> _Input data_:
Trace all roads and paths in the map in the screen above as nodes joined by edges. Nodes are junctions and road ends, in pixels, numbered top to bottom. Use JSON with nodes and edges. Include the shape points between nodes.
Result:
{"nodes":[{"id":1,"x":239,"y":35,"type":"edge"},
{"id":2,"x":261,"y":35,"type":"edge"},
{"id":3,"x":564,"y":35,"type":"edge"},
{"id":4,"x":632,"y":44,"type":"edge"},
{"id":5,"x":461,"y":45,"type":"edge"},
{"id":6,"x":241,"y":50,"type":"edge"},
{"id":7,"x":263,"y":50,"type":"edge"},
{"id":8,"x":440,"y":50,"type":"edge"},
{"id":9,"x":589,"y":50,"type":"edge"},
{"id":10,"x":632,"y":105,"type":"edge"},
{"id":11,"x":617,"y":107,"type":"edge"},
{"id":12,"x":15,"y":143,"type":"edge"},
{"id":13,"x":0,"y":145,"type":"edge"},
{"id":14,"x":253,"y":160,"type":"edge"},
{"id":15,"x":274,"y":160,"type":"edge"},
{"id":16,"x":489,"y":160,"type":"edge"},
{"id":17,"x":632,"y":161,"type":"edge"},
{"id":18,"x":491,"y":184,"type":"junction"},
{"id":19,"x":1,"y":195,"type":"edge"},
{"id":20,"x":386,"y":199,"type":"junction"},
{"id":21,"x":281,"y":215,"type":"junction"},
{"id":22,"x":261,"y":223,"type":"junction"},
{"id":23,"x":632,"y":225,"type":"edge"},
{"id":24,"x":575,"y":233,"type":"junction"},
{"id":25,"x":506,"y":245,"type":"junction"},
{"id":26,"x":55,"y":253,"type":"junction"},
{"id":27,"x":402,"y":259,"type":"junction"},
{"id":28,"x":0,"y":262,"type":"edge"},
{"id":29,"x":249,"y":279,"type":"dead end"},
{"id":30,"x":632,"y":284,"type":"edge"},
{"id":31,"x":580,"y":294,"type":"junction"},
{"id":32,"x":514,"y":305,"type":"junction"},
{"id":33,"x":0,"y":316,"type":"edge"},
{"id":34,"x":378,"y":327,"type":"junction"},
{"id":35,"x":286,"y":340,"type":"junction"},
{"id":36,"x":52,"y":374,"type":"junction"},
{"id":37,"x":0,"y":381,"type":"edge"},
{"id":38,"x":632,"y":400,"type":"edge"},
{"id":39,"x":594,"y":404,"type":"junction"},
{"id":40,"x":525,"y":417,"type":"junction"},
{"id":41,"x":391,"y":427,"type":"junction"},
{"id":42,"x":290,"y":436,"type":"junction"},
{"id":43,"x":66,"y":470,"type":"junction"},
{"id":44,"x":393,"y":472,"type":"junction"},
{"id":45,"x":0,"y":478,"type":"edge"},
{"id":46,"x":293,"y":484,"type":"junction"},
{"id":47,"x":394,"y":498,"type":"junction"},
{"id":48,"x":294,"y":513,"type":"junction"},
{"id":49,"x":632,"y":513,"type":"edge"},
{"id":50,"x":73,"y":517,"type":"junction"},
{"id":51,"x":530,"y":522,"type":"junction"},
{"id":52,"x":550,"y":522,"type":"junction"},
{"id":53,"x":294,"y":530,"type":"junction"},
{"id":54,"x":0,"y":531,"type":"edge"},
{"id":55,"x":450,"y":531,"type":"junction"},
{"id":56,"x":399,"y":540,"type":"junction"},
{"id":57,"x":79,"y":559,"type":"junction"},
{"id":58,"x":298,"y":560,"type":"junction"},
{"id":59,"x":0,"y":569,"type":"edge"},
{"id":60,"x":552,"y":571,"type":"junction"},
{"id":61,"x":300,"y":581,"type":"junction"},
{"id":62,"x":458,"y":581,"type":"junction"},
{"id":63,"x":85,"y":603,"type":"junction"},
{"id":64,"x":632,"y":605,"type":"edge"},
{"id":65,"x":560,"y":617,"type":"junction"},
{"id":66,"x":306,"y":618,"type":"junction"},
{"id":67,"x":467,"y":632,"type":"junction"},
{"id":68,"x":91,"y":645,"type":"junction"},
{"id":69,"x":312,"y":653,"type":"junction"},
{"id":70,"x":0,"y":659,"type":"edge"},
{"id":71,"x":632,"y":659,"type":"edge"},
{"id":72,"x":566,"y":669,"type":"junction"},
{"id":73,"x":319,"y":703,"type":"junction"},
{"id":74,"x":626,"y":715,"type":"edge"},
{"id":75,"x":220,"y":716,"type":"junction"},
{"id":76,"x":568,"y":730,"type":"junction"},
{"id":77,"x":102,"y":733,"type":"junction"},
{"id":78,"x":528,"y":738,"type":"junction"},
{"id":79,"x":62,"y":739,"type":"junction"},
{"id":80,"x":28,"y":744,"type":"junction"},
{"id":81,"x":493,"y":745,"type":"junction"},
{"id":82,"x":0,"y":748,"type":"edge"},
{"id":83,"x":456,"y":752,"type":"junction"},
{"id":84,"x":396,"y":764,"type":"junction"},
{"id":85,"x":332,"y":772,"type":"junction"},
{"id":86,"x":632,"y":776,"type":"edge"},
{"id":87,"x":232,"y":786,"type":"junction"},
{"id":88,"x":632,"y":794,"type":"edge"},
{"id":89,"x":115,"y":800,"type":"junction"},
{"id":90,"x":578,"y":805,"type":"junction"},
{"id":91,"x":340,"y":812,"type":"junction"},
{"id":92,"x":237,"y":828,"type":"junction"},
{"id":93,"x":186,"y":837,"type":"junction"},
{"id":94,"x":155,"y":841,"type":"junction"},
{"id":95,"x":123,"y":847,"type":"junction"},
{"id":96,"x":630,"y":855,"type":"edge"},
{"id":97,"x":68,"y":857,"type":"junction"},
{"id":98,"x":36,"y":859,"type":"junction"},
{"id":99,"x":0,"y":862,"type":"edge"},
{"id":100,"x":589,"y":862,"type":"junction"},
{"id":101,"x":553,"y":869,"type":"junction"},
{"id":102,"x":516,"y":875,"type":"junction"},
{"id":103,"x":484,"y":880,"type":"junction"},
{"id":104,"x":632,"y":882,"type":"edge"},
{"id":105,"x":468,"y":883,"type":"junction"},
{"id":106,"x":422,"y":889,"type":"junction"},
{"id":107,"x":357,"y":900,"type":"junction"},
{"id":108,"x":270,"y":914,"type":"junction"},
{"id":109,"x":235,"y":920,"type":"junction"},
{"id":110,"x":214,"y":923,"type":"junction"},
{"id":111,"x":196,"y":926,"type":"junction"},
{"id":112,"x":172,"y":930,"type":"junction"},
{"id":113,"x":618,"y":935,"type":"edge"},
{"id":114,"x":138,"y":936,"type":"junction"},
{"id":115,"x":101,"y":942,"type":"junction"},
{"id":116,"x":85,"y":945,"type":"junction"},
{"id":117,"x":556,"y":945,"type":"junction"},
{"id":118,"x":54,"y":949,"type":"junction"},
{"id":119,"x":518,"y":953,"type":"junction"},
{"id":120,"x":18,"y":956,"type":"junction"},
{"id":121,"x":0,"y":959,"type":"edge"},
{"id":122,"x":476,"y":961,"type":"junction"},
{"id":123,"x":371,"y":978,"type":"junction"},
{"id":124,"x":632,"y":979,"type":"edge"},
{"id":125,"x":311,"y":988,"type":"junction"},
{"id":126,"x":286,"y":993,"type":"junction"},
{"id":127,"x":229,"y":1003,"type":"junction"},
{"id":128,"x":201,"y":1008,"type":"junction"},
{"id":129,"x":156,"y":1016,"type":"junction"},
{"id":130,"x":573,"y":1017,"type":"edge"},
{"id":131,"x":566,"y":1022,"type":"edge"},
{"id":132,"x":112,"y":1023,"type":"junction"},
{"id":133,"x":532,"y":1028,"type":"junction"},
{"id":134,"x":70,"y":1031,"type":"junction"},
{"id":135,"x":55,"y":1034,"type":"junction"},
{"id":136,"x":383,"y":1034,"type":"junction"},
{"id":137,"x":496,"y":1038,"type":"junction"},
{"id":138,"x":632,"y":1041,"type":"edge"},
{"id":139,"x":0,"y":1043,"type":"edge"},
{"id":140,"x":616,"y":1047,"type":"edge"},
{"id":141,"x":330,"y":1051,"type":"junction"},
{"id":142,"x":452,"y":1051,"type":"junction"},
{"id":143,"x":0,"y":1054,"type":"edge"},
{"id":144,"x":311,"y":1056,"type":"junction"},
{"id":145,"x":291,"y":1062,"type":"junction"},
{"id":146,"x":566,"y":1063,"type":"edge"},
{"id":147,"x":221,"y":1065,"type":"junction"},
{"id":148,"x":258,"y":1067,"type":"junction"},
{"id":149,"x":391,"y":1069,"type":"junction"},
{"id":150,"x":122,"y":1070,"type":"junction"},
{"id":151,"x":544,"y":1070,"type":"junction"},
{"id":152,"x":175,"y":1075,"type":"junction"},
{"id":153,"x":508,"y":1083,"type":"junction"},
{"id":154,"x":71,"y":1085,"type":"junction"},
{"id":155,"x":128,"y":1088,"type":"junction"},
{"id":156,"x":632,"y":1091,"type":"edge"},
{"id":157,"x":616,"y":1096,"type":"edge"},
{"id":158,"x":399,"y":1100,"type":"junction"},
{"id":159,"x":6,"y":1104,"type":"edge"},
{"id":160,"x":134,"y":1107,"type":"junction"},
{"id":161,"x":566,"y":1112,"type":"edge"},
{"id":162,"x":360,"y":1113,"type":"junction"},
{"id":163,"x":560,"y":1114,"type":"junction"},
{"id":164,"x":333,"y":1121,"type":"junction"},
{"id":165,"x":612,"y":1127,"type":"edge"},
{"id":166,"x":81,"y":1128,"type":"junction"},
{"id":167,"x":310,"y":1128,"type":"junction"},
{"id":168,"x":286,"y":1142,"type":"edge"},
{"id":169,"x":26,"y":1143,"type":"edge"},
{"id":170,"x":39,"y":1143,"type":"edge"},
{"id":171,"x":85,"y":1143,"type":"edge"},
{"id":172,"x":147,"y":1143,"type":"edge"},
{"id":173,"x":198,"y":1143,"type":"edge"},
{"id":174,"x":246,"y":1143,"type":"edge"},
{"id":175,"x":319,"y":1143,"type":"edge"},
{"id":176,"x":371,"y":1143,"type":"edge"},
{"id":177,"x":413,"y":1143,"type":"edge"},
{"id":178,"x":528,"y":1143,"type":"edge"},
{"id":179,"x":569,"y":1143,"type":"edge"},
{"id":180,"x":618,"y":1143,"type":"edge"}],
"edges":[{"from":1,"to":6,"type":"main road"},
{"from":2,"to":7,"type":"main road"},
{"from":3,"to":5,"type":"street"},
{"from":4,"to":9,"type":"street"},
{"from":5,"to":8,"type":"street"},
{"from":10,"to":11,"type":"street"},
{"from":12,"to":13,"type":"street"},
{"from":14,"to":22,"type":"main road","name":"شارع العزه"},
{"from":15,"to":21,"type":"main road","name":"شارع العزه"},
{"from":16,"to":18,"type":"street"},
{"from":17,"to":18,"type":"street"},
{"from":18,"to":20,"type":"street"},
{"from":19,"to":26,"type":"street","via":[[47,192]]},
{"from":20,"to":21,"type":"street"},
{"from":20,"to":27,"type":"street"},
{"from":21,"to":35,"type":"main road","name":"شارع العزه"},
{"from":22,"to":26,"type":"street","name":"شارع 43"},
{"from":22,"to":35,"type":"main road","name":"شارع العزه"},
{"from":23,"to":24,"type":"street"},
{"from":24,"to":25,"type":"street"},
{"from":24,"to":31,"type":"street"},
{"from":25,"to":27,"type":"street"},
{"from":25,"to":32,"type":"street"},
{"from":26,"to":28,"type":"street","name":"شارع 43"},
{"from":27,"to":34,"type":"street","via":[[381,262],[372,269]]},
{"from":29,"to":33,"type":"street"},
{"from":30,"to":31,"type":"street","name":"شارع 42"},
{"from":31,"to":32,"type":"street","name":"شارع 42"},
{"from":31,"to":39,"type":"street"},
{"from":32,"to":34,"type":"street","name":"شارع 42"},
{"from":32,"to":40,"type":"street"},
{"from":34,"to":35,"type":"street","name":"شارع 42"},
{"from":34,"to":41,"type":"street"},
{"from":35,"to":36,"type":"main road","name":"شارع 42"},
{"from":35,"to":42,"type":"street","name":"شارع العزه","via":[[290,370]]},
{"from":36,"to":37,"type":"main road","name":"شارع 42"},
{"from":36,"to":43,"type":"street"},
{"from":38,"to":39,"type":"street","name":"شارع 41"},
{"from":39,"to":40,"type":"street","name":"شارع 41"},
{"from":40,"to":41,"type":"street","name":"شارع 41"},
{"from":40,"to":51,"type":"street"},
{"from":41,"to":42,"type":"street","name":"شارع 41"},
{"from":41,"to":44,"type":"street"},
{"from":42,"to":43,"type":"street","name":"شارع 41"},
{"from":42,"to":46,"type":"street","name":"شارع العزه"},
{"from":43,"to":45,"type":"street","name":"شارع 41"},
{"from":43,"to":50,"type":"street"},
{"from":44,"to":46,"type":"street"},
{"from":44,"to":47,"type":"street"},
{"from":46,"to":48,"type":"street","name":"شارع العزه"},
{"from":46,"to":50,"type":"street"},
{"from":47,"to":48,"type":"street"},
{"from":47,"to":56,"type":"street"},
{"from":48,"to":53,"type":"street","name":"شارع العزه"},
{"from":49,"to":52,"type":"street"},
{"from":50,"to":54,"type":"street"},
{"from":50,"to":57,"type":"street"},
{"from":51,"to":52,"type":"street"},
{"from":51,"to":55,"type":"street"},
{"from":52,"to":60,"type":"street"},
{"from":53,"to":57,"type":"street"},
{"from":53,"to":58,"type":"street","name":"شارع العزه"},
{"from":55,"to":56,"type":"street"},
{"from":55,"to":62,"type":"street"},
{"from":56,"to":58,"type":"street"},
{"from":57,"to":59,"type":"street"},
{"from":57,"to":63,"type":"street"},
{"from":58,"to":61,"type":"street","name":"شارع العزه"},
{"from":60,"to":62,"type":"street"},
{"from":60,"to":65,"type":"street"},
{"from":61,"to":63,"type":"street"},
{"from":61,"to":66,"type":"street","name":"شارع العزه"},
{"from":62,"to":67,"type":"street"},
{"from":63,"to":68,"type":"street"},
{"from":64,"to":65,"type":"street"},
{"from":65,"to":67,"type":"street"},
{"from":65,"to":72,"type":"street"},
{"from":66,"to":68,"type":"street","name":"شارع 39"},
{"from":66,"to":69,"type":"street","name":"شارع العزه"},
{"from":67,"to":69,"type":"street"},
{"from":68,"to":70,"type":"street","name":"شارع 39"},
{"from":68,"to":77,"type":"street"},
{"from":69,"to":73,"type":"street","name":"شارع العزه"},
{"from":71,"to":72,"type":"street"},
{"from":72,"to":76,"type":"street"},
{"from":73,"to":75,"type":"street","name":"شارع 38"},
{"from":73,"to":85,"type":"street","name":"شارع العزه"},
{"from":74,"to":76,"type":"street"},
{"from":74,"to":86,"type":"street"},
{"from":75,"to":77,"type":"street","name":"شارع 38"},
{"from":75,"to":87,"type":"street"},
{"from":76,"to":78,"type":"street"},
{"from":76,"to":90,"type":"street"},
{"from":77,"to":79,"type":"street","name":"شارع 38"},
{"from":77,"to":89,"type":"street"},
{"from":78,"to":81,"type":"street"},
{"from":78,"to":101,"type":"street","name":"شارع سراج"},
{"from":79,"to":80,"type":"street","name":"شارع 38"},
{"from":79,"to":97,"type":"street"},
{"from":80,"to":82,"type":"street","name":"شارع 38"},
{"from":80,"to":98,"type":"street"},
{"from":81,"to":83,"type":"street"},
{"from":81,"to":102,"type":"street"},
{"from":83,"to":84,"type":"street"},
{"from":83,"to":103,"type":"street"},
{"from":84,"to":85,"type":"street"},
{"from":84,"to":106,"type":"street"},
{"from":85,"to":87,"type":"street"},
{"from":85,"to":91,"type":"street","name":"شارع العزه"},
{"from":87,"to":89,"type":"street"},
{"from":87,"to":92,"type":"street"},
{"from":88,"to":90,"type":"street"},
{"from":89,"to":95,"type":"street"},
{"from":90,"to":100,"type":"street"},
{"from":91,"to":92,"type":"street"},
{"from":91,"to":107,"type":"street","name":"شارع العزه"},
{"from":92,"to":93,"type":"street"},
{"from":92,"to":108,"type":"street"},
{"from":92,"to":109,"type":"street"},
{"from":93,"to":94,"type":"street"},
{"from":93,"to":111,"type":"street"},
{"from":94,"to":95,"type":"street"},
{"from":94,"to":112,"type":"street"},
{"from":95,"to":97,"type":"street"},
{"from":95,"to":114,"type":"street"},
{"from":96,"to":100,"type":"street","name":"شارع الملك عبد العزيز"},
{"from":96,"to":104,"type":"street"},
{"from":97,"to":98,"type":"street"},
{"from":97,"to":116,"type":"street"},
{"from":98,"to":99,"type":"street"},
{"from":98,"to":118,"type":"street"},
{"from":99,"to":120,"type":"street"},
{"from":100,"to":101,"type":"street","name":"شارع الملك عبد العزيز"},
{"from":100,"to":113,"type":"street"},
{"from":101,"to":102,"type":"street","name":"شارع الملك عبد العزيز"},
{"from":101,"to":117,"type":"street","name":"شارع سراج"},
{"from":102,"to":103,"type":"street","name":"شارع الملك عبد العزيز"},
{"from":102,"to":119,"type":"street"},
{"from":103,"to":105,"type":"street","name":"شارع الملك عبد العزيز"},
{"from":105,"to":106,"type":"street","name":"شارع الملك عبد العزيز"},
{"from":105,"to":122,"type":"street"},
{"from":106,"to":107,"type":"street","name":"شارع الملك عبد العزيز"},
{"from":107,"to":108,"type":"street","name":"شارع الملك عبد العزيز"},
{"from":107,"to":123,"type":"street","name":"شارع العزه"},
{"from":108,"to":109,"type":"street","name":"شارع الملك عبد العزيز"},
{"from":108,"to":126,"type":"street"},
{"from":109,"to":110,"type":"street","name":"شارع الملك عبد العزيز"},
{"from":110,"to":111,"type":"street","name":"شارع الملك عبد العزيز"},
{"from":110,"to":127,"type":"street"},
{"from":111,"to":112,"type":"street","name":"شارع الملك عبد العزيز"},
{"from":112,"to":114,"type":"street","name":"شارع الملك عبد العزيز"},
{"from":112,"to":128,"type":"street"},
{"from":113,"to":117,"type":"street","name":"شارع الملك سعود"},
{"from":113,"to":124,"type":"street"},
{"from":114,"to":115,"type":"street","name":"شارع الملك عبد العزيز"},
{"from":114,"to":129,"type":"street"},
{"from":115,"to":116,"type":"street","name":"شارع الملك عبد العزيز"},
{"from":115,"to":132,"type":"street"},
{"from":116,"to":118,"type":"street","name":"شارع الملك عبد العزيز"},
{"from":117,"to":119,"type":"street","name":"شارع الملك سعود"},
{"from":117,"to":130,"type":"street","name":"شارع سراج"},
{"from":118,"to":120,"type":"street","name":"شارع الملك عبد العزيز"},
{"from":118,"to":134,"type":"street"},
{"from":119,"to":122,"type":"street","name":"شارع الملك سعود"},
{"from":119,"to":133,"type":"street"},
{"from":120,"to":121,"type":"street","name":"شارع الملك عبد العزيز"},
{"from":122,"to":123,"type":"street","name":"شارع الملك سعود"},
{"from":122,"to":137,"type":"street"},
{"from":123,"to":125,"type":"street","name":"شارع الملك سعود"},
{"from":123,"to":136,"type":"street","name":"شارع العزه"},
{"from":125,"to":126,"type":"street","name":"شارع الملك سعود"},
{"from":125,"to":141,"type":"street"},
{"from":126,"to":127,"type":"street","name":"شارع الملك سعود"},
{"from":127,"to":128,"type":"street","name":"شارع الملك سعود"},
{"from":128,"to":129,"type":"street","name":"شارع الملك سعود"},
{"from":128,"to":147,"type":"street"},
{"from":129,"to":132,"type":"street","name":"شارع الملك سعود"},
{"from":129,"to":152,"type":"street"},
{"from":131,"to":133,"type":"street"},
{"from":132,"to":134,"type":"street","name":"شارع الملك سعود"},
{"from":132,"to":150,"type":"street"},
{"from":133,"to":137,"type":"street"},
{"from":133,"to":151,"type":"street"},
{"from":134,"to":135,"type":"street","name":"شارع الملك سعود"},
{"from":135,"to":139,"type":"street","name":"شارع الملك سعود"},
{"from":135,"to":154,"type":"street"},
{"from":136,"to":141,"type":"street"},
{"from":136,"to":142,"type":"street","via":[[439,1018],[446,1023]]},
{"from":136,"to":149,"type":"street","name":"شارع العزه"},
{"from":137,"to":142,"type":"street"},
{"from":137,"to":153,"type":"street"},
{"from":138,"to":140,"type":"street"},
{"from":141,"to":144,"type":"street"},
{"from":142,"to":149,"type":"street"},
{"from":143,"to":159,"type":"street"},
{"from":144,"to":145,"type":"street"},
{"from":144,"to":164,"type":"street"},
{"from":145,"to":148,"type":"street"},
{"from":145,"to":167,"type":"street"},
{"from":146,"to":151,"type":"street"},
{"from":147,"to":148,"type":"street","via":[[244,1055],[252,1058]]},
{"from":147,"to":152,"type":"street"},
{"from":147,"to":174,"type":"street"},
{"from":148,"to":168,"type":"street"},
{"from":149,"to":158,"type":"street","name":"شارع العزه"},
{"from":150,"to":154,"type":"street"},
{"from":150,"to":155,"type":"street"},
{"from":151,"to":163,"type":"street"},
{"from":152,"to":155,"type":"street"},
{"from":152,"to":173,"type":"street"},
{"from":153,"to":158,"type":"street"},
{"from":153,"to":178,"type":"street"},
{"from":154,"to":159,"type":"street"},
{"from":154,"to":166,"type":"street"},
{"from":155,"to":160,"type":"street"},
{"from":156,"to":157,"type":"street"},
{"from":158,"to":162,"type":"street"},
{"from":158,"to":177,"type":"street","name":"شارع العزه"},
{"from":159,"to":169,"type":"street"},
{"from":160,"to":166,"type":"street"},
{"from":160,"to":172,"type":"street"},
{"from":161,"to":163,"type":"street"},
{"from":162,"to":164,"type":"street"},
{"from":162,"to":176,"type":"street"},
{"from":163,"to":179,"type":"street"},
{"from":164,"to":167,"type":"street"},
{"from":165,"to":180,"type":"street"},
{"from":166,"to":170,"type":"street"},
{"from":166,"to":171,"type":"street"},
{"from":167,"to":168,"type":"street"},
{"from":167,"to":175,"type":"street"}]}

> _What to produce_:
Pull every line holding "nodes" out of the records.

> _Response to this exercise_:
Trace all roads and paths in the map in the screen above as nodes joined by edges. Nodes are junctions and road ends, in pixels, numbered top to bottom. Use JSON with nodes and edges. Include the shape points between nodes.
{"nodes":[{"id":1,"x":239,"y":35,"type":"edge"},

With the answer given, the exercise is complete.